A focused crawler must predict the probability that an unvisited page will be relevant before actually downloading the page. A possible predictor is the anchor text of links; this was the approach taken by Pinkerton in a crawler developed in the early days of the Web. Topical crawling was first introduced by Filippo Menczer. Chakrabarti et al. coined the term 'focused crawler' and used a text classifier to prioritize the crawl frontier. Andrew McCallum and co-authors also used reinforcement learning to focus crawlers. Diligenti et al. traced the context graph leading up to relevant pages, and their text content, to train classifiers. A form of online reinforcement learning has been used, along with features extracted from the DOM tree and text of linking pages, to continually train classifiers that guide the crawl. In a review of topical crawling algorithms, Menczer et al. show that such simple strategies are very effective for short crawls, while more sophisticated techniques such as reinforcement learning and evolutionary adaptation can give the best performance over longer crawls.
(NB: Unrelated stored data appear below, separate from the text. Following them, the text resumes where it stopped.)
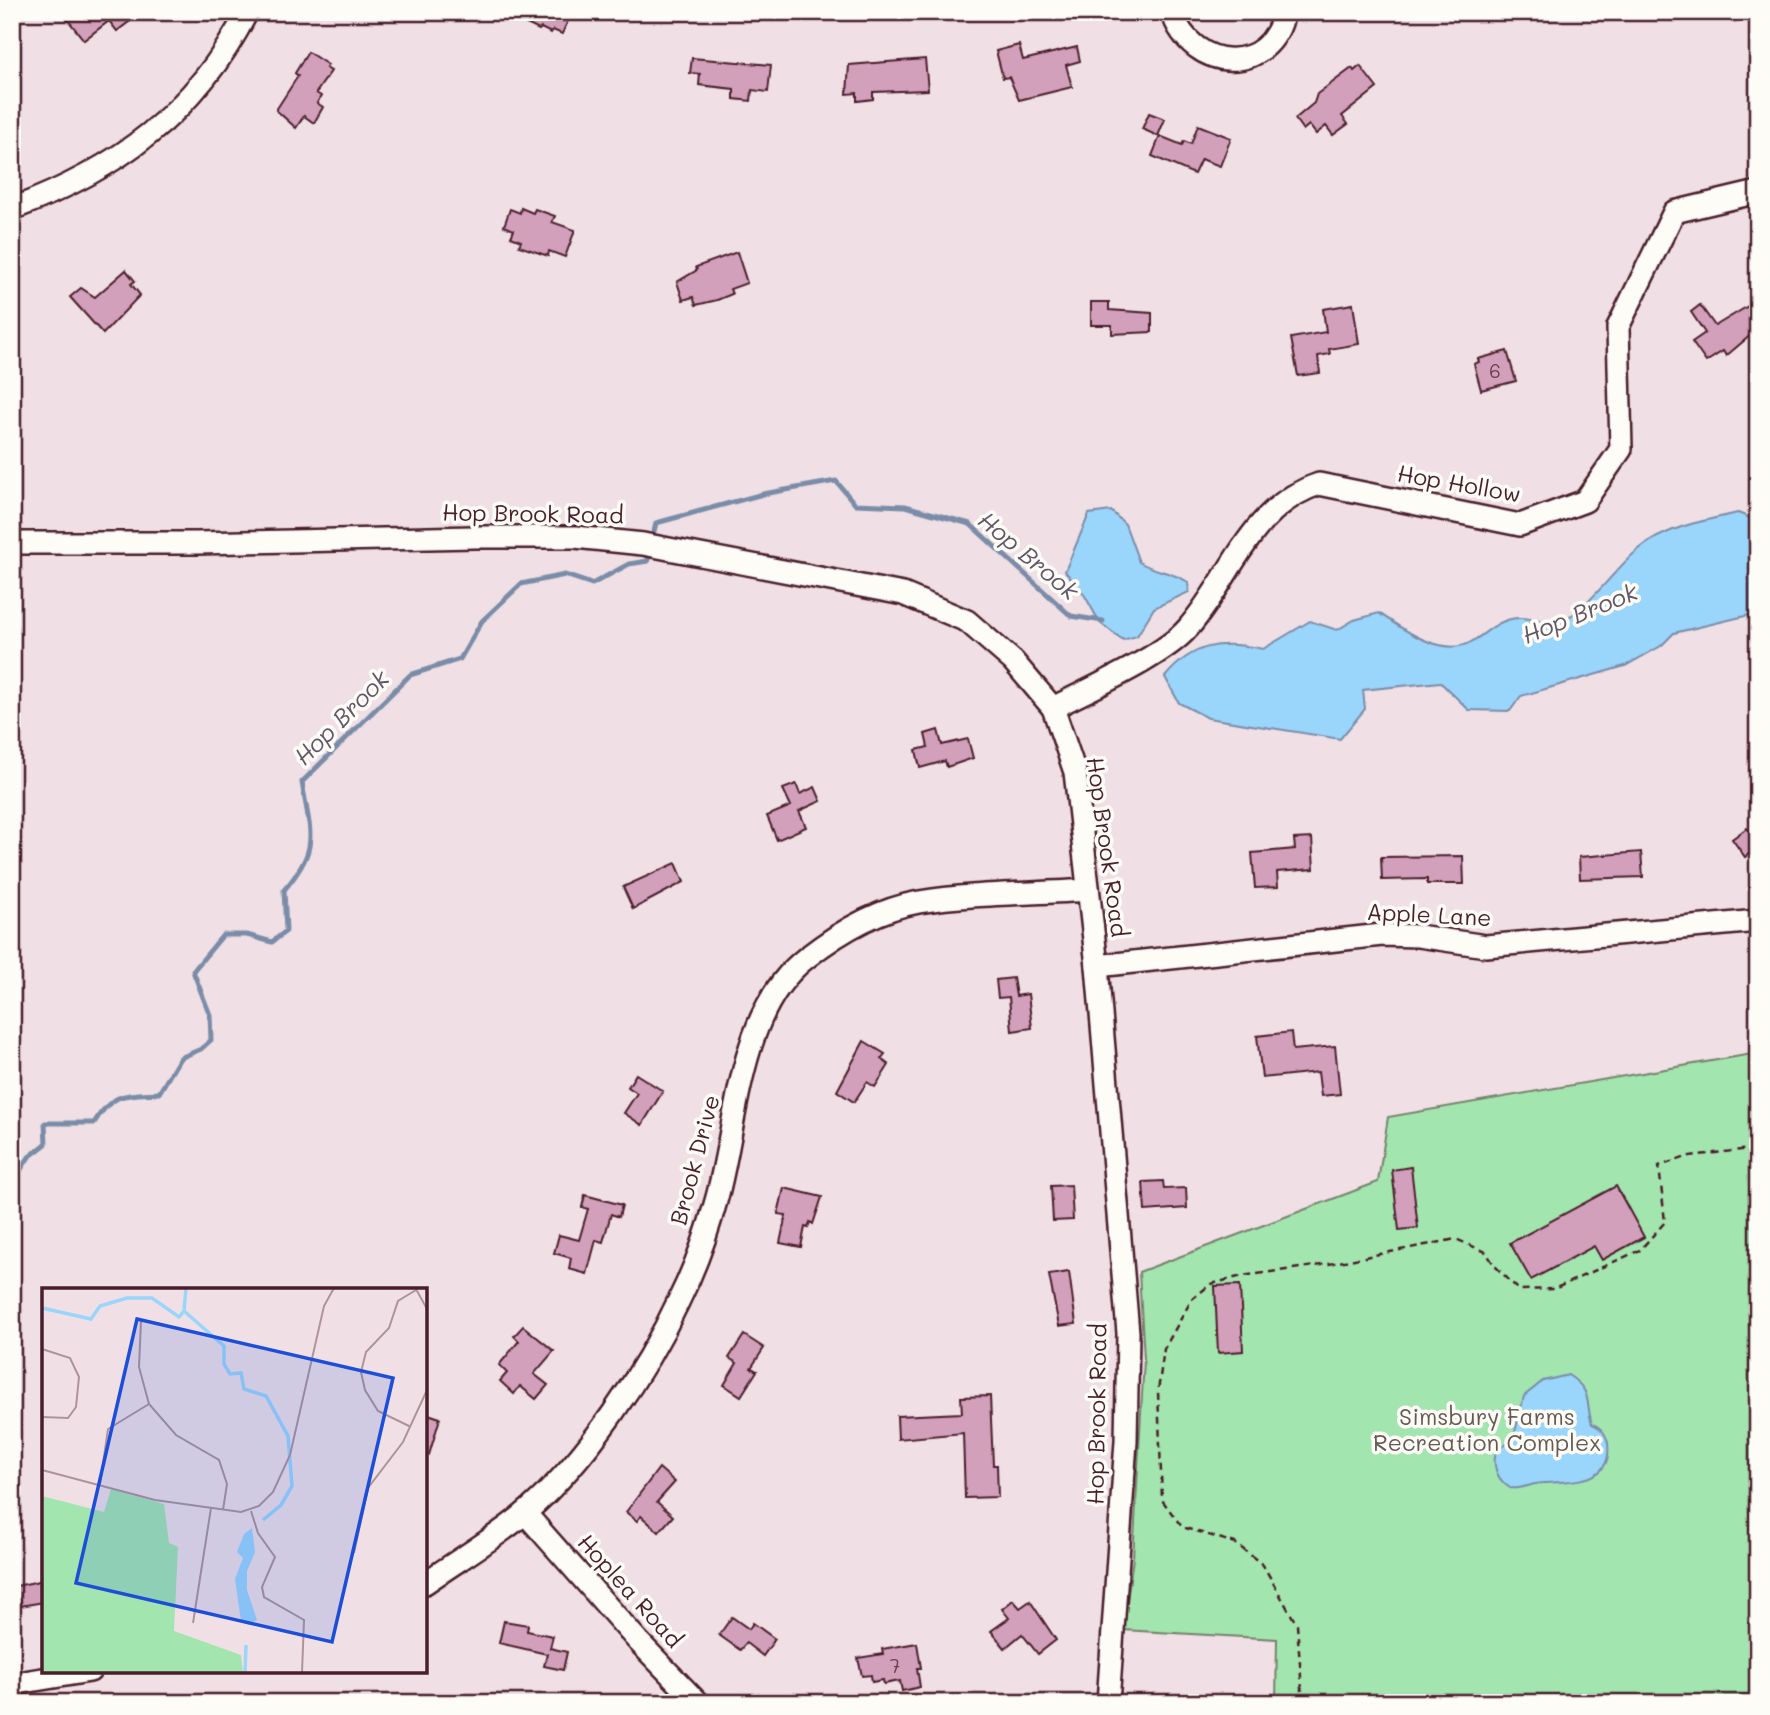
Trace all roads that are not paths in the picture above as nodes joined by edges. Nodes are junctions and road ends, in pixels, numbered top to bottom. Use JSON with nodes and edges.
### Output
{"nodes":[{"id":1,"x":247,"y":12,"type":"edge"},
{"id":2,"x":1172,"y":12,"type":"edge"},
{"id":3,"x":1284,"y":12,"type":"edge"},
{"id":4,"x":1758,"y":192,"type":"edge"},
{"id":5,"x":12,"y":209,"type":"edge"},
{"id":6,"x":12,"y":543,"type":"edge"},
{"id":7,"x":1053,"y":708,"type":"junction"},
{"id":8,"x":1088,"y":890,"type":"junction"},
{"id":9,"x":1758,"y":921,"type":"edge"},
{"id":10,"x":1097,"y":966,"type":"junction"},
{"id":11,"x":525,"y":1513,"type":"junction"},
{"id":12,"x":427,"y":1582,"type":"edge"},
{"id":13,"x":78,"y":1673,"type":"edge"},
{"id":14,"x":12,"y":1684,"type":"edge"},
{"id":15,"x":698,"y":1703,"type":"edge"},
{"id":16,"x":1108,"y":1703,"type":"edge"}],
"edges":[{"from":1,"to":5,"type":"street"},
{"from":2,"to":3,"type":"street"},
{"from":4,"to":7,"type":"street","name":"Hop Hollow"},
{"from":6,"to":7,"type":"street","name":"Hop Brook Road"},
{"from":7,"to":8,"type":"street","name":"Hop Brook Road"},
{"from":8,"to":10,"type":"street","name":"Hop Brook Road"},
{"from":8,"to":11,"type":"street","name":"Brook Drive"},
{"from":9,"to":10,"type":"street","name":"Apple Lane"},
{"from":10,"to":16,"type":"street","name":"Hop Brook Road"},
{"from":11,"to":12,"type":"street","name":"Brook Drive"},
{"from":11,"to":15,"type":"street","name":"Hoplea Road"},
{"from":13,"to":14,"type":"street"}]}
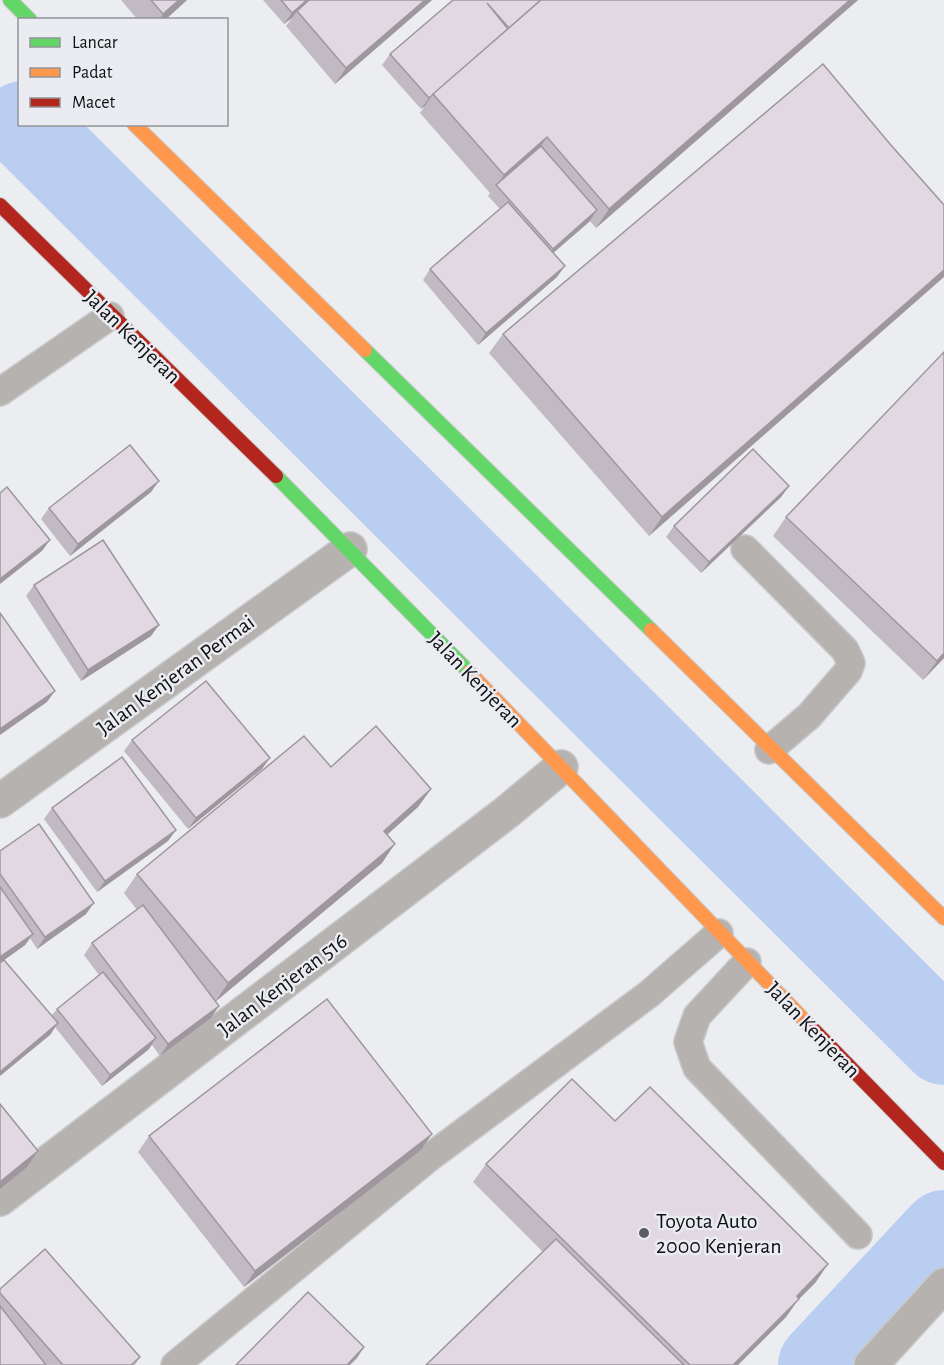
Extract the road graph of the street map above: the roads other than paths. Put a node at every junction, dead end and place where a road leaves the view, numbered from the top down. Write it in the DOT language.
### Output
graph roads {
  1 [pos="10,0"];
  2 [pos="28,18"];
  3 [pos="136,126"];
  4 [pos="0,205"];
  5 [pos="110,316"];
  6 [pos="0,392"];
  7 [pos="350,549"];
  8 [pos="745,549"];
  9 [pos="769,750"];
  10 [pos="561,767"];
  11 [pos="0,801"];
  12 [pos="944,918"];
  13 [pos="719,933"];
  14 [pos="747,962"];
  15 [pos="944,1163"];
  16 [pos="0,1199"];
  17 [pos="858,1235"];
  18 [pos="944,1285"];
  19 [pos="175,1365"];
  20 [pos="871,1365"];
  1 -- 2 [label="main road"];
  3 -- 9 [label="main road"];
  4 -- 5 [label="main road, Jalan Kenjeran"];
  5 -- 6 [label="lane"];
  5 -- 7 [label="main road, Jalan Kenjeran"];
  7 -- 10 [label="main road, Jalan Kenjeran"];
  7 -- 11 [label="street, Jalan Kenjeran Permai"];
  8 -- 9 [label="lane"];
  9 -- 12 [label="main road"];
  10 -- 13 [label="main road, Jalan Kenjeran"];
  10 -- 16 [label="street, Jalan Kenjeran 516"];
  13 -- 14 [label="main road, Jalan Kenjeran"];
  13 -- 19 [label="lane"];
  14 -- 15 [label="main road, Jalan Kenjeran"];
  14 -- 17 [label="lane"];
  18 -- 20 [label="street"];
}
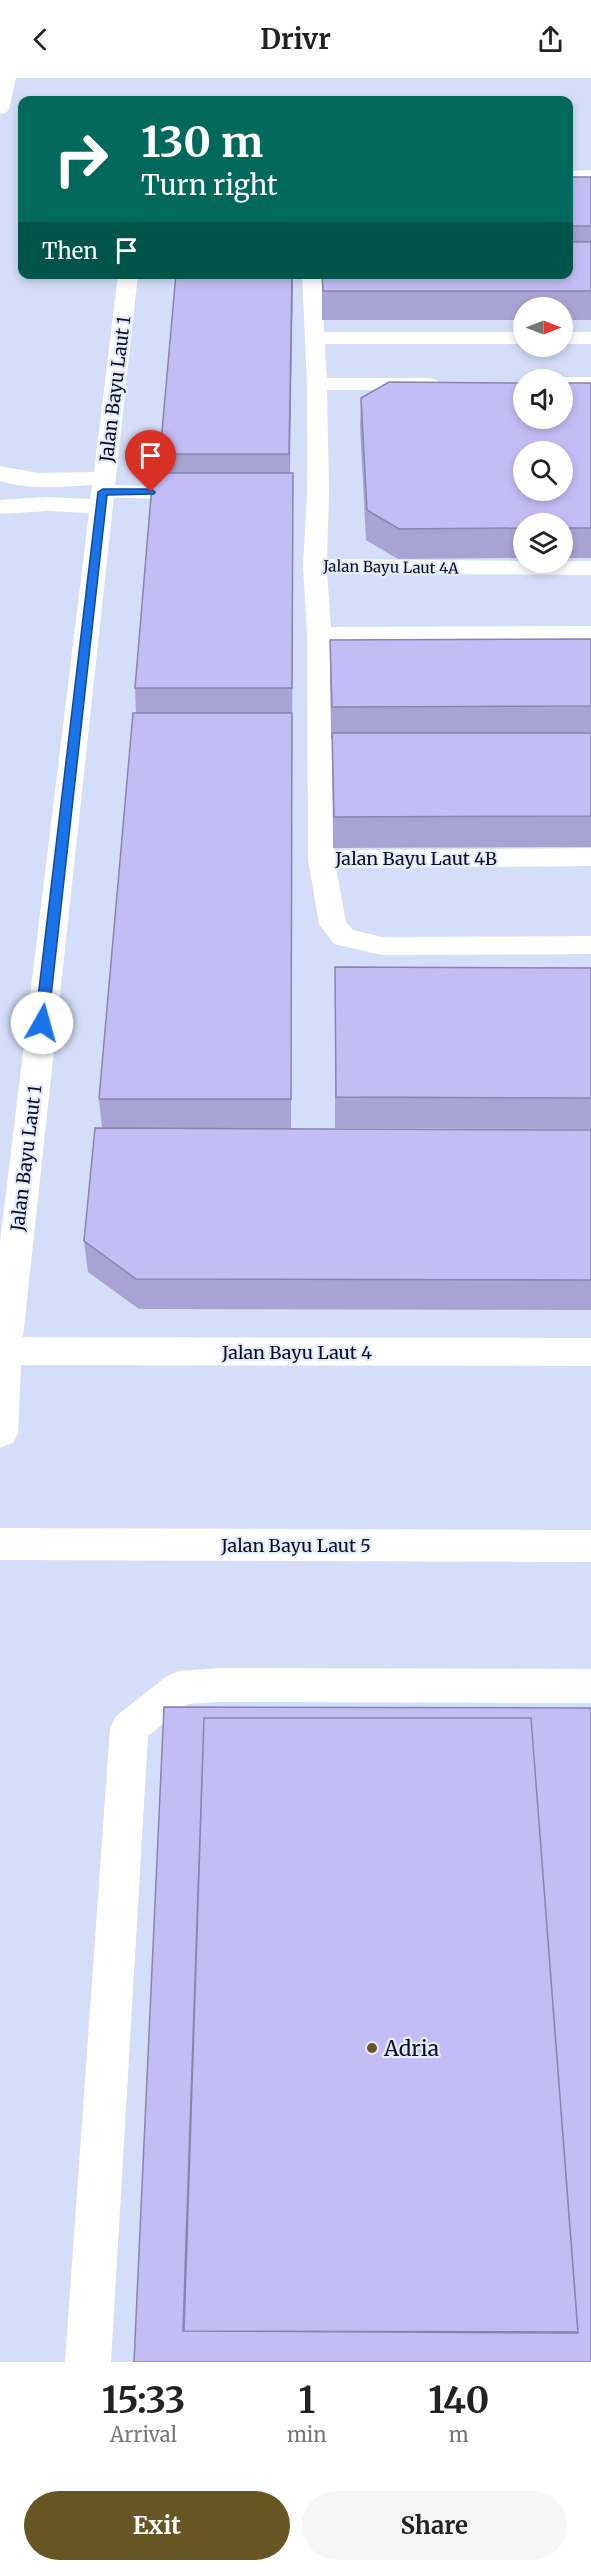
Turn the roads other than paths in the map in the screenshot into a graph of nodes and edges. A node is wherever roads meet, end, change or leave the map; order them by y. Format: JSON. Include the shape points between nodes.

It has been shown that spatial information is important to classify Web documents.
Another type of focused crawlers is semantic focused crawler, which makes use of domain ontologies to represent topical maps and link Web pages with relevant ontological concepts for the selection and categorization purposes. In addition, ontologies can be automatically updated in the crawling process. Dong et al. introduced such an ontology-learning-based crawler using support vector machine to update the content of ontological concepts when crawling Web Pages.
Crawlers are also focused on page properties other than topics. Cho et al. study a variety of crawl prioritization policies and their effects on the link popularity of fetched pages. Najork and Weiner show that breadth-first crawling, starting from popular seed pages, leads to collecting large-PageRank pages early in the crawl. Refinements involving detection of stale (poorly maintained) pages have been reported by Eiron et al. A kind of semantic focused crawler, making use of the idea of reinforcement learning has been introduced by Meusel et al. using online-based classification algorithms in combination with a bandit-based selection strategy to efficiently crawl pages with markup languages like RDFa, Microformats, and Microdata.
The performance of a focused crawler depends on the richness of links in the specific topic being searched, and focused crawling usually relies on a general web search engine for providing starting points. Davison presented studies on Web links and text that explain why focused crawling succeeds on broad topics; similar studies were presented by Chakrabarti et al. Seed selection can be important for focused crawlers and significantly influence the crawling efficiency. A whitelist strategy is to start the focus crawl from a list of high quality seed URLs and limit the crawling scope to the domains of these URLs. These high quality seeds should be selected based on a list of URL candidates which are accumulated over a sufficiently long period of general web crawling. The whitelist should be updated periodically after it is created.